— WORK INSTRUCTIONS —
Say how many lines in the material below include "Monte". The answer is the number alone.

(Beginning of INPUT DATA)

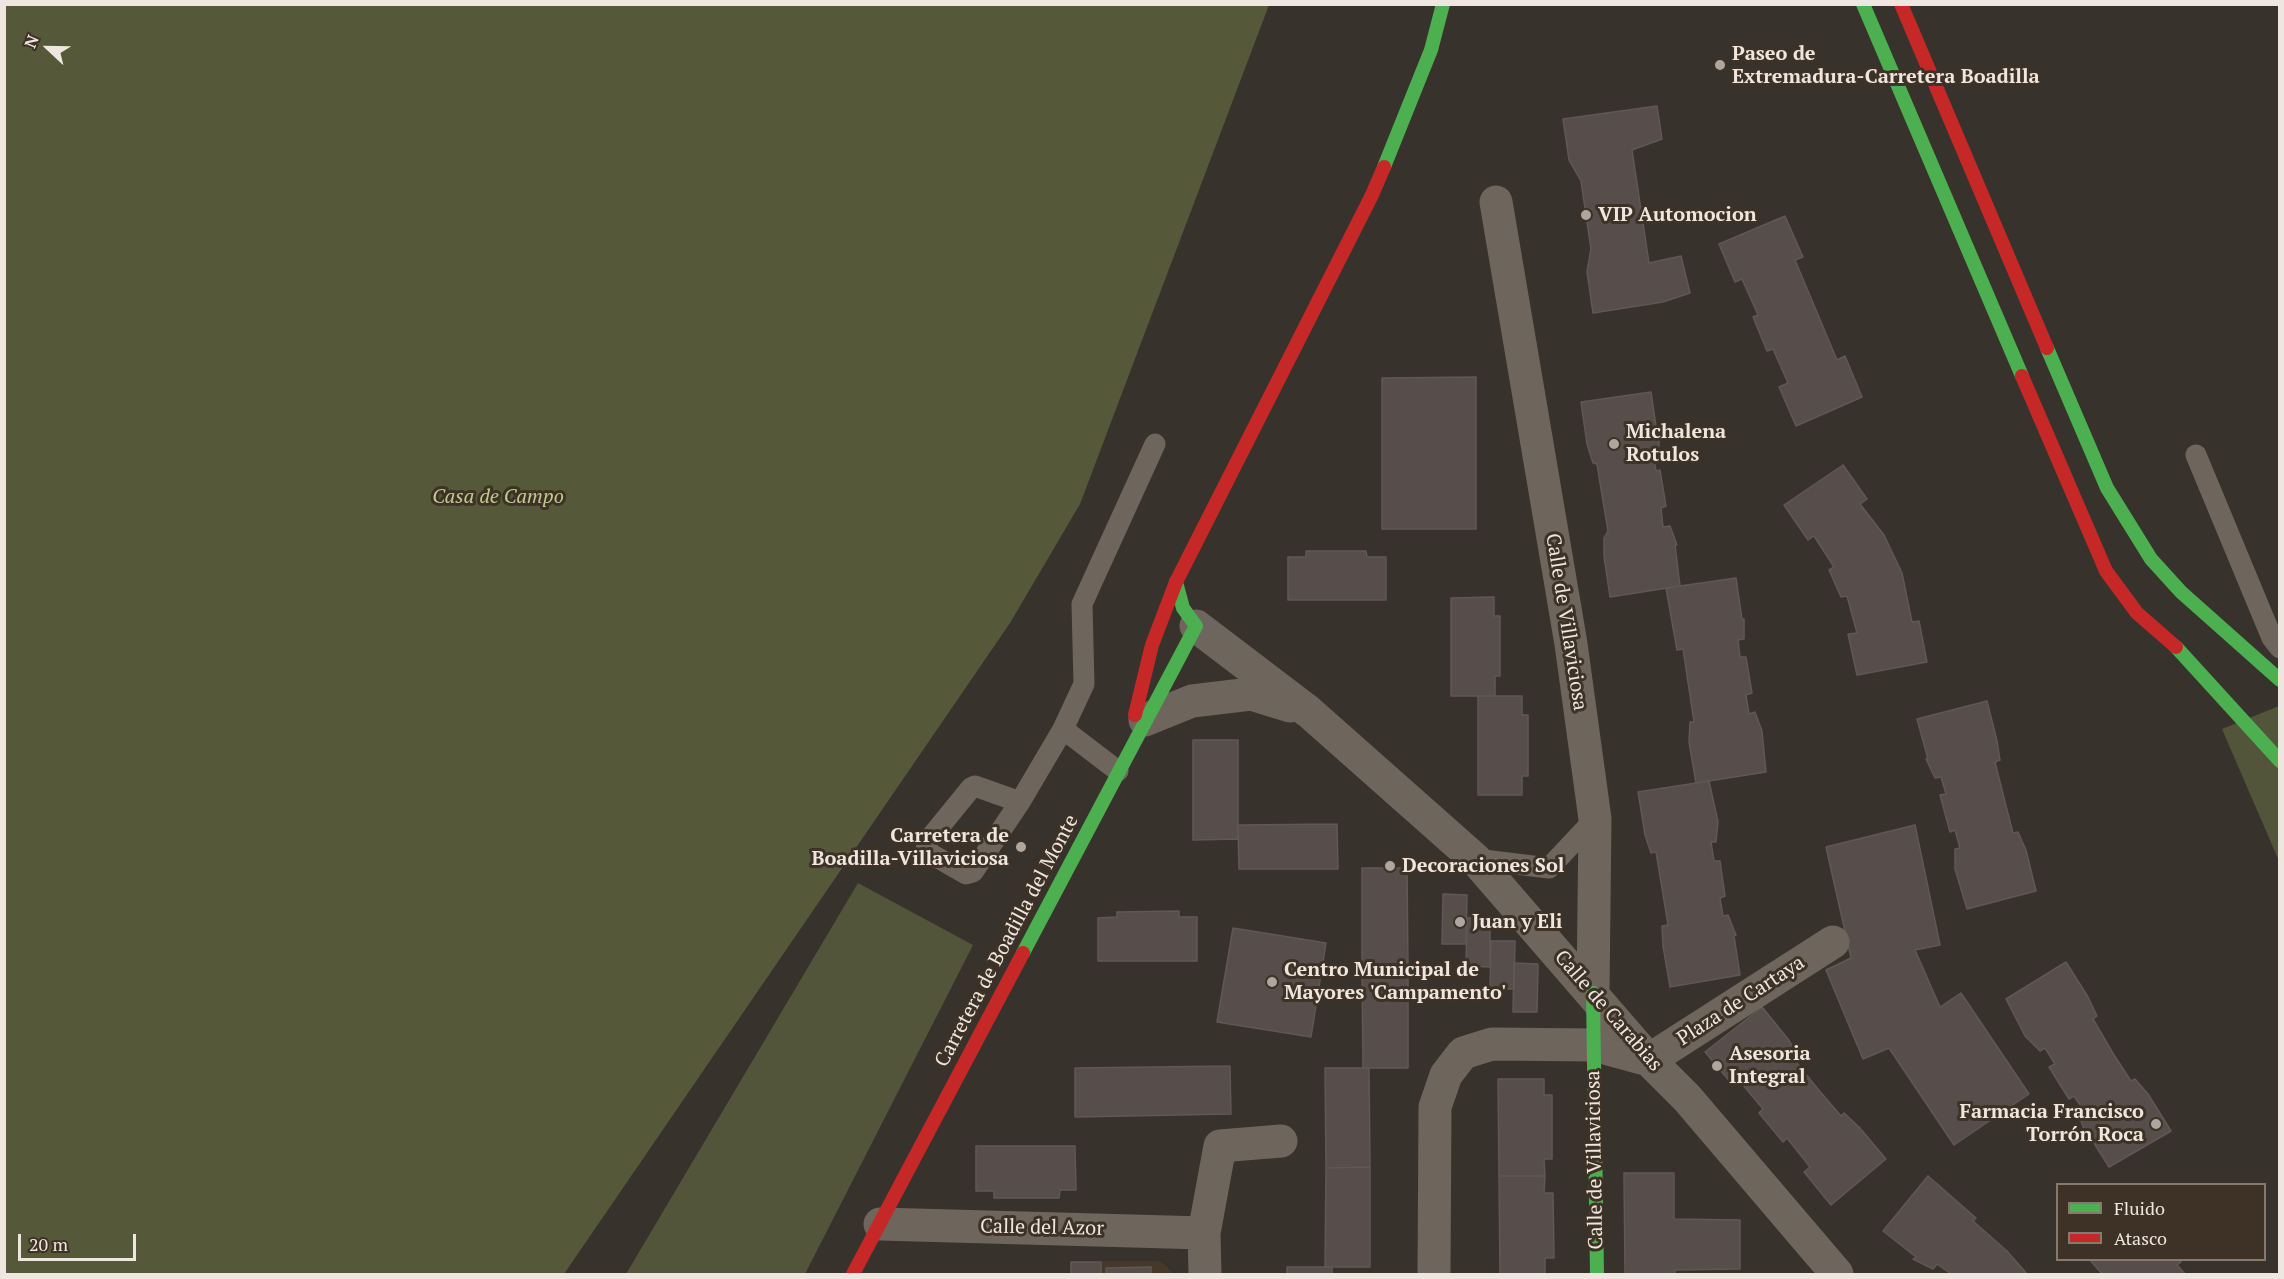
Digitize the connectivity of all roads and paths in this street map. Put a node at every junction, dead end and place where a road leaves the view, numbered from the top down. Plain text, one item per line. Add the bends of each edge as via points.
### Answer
1 (1443, 4) edge
2 (1863, 4) edge
3 (1901, 4) edge
4 (1496, 202) dead end
5 (1155, 444) dead end
6 (2196, 455) dead end
7 (1176, 582) junction
8 (1196, 626) junction
9 (2276, 643) edge
10 (2280, 680) edge
11 (1309, 712) junction
12 (1145, 720) junction
13 (1063, 729) junction
14 (2280, 761) edge
15 (1121, 764) junction
16 (1020, 802) junction
17 (1595, 819) junction
18 (1475, 859) junction
19 (1833, 942) dead end
20 (1593, 993) junction
21 (1594, 1045) junction
22 (1649, 1060) junction
23 (1281, 1141) dead end
24 (880, 1224) junction
25 (1204, 1233) junction
26 (853, 1275) edge
27 (1205, 1275) edge
28 (1434, 1275) edge
29 (1597, 1275) edge
30 (1837, 1275) edge

1 - 7 main road via 1431,50 1372,195
2 - 14 main road via 2106,571 2137,613 2205,676
3 - 10 main road via 2107,489 2151,559 2181,592
4 - 17 street, Calle de Villaviciosa via 1570,644
5 - 13 lane via 1082,604 1084,684
6 - 9 lane
7 - 8 main road via 1183,608
7 - 15 main road via 1152,645
8 - 11 street, Calle de Carabias
8 - 12 main road, Carretera de Boadilla del Monte
11 - 12 street via 1251,694 1192,701
11 - 18 street, Calle de Carabias
12 - 15 main road, Carretera de Boadilla del Monte
13 - 15 lane
13 - 16 lane
15 - 24 main road, Carretera de Boadilla del Monte
16 - 16 lane via 970,874 926,850 927,842 971,788 975,786
17 - 18 lane via 1549,868
17 - 20 street, Calle de Villaviciosa
18 - 20 street, Calle de Carabias
19 - 22 street, Plaza de Cartaya
20 - 21 main road, Calle de Villaviciosa
20 - 22 street, Calle de Carabias
21 - 22 street, Calle de Villaviciosa
21 - 28 street, Calle de Villaviciosa via 1492,1044 1463,1053 1446,1075 1435,1107
21 - 29 main road, Calle de Villaviciosa
22 - 30 street, Calle de Carabias via 1687,1098
23 - 25 street via 1220,1146
24 - 25 street, Calle del Azor
24 - 26 main road, Carretera de Boadilla del Monte
25 - 27 street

(End of INPUT DATA)

— EXERCISE ANSWER —
4